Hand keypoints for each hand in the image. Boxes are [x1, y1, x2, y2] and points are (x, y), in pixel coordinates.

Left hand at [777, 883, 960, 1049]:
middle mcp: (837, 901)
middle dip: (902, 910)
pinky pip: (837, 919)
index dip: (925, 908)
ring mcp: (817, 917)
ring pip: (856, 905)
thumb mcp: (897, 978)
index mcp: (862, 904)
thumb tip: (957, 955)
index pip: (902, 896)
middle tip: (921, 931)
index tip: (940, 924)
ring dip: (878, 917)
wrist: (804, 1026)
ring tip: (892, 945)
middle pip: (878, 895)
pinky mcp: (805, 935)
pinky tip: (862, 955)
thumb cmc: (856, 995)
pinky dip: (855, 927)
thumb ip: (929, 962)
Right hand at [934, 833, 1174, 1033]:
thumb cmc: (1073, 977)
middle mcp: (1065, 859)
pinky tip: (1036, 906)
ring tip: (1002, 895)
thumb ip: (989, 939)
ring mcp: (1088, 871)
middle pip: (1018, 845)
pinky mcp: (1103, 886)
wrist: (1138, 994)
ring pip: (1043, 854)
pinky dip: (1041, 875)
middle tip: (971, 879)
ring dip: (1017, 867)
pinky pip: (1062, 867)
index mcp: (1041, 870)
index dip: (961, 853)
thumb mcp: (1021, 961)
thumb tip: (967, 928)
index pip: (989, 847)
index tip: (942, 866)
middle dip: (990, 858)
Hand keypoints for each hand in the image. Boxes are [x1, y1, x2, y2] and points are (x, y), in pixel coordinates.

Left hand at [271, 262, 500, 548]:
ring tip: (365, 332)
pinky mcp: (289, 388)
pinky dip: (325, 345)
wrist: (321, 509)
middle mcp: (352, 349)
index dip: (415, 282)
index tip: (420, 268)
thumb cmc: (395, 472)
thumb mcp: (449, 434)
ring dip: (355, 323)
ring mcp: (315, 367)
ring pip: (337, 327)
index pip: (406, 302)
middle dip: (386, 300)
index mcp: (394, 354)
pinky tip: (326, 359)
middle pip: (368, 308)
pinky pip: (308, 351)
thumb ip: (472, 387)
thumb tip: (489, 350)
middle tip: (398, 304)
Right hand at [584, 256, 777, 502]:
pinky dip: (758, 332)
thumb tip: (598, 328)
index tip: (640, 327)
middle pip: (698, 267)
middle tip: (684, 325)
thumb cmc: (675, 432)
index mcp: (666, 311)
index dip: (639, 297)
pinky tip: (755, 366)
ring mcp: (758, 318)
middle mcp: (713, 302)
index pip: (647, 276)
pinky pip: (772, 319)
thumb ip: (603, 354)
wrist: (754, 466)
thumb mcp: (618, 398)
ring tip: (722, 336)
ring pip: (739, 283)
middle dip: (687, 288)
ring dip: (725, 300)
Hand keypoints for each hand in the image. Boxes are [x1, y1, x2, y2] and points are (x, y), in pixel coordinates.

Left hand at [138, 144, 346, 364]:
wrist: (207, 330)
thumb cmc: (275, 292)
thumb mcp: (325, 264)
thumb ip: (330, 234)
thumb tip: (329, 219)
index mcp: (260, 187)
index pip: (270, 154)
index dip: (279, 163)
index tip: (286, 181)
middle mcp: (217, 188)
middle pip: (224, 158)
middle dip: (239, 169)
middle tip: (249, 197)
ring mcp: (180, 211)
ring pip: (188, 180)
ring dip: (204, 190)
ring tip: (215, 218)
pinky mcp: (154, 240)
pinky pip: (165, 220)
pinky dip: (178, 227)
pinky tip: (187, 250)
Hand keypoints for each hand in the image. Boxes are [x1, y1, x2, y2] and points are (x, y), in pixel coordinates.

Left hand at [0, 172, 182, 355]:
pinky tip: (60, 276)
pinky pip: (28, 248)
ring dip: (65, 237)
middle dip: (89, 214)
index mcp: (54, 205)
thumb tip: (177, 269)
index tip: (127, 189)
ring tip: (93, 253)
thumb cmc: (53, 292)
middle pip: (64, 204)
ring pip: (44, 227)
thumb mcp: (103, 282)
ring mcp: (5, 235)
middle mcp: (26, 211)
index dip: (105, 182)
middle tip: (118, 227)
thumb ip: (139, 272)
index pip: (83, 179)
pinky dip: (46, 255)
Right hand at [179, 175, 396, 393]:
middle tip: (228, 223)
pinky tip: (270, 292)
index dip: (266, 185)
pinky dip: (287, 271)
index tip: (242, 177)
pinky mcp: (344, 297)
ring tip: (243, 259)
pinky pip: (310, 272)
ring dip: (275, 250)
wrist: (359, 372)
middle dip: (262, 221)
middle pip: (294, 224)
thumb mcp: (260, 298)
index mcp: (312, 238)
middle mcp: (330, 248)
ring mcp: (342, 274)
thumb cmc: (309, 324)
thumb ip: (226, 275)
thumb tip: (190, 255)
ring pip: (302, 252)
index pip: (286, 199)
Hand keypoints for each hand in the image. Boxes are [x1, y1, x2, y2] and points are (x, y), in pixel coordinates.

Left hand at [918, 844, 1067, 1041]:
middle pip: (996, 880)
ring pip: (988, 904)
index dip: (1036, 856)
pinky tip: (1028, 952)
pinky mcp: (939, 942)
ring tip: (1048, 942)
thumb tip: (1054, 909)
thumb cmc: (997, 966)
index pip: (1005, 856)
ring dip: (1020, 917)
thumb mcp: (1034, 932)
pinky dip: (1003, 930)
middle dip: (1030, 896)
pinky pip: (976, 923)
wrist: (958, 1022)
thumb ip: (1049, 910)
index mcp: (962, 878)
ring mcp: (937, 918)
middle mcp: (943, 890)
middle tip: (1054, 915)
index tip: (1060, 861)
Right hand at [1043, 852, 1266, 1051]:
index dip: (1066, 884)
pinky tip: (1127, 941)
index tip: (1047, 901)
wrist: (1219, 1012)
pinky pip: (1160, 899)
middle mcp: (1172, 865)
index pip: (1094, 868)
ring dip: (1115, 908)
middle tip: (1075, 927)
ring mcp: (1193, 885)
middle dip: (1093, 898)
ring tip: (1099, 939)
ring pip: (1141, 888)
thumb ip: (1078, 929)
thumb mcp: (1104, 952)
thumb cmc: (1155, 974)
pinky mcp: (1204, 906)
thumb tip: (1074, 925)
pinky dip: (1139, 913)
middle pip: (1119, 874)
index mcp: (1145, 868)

WHAT TO DO: Search the entries for "Right" and copy out each line that has it.

OUTPUT FOR THIS EXERCISE:
Right hand at [934, 833, 1174, 1033]:
Right hand at [584, 256, 777, 502]:
Right hand at [179, 175, 396, 393]:
Right hand at [1043, 852, 1266, 1051]:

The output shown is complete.